- Description of the task:
Copy out, exactly, the first line of the entries below and every line after it through the one containing "0 2475 translate 1 -1 scale".
-- Opening Marker --
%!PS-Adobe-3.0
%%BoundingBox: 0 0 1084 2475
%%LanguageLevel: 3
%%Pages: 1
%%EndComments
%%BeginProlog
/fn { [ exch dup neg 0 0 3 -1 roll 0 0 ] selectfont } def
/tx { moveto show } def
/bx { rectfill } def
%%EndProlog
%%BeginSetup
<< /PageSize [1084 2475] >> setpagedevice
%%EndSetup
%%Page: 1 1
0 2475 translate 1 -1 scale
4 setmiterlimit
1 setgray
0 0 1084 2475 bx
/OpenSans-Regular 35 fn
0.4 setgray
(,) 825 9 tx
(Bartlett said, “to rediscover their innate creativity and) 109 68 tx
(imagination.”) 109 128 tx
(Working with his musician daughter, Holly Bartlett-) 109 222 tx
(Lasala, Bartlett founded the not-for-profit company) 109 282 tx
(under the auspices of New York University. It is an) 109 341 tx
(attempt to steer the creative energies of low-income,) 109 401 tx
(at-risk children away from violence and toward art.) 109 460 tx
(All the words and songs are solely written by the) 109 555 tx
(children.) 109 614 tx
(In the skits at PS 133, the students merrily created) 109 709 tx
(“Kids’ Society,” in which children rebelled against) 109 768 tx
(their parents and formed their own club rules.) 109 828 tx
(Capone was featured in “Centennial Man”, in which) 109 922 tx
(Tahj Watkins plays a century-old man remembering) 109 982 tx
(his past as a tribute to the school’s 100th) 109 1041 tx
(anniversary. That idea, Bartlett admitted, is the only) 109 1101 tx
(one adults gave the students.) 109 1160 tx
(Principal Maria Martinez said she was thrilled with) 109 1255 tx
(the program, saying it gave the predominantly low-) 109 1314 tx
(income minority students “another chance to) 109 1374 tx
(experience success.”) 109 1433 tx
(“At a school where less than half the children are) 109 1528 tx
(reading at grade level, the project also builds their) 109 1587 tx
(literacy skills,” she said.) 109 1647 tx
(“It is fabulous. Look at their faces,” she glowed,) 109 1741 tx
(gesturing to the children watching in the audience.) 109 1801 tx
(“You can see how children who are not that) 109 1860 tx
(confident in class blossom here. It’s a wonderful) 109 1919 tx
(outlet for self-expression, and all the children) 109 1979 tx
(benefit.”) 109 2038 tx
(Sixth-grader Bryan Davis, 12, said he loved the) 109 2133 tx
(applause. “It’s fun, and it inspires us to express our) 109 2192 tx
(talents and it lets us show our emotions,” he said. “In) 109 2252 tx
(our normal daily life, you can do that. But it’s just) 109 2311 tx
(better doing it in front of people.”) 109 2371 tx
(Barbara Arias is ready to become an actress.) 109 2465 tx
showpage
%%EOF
-- Closing Marker --
- Task answer:
%!PS-Adobe-3.0
%%BoundingBox: 0 0 1084 2475
%%LanguageLevel: 3
%%Pages: 1
%%EndComments
%%BeginProlog
/fn { [ exch dup neg 0 0 3 -1 roll 0 0 ] selectfont } def
/tx { moveto show } def
/bx { rectfill } def
%%EndProlog
%%BeginSetup
<< /PageSize [1084 2475] >> setpagedevice
%%EndSetup
%%Page: 1 1
0 2475 translate 1 -1 scale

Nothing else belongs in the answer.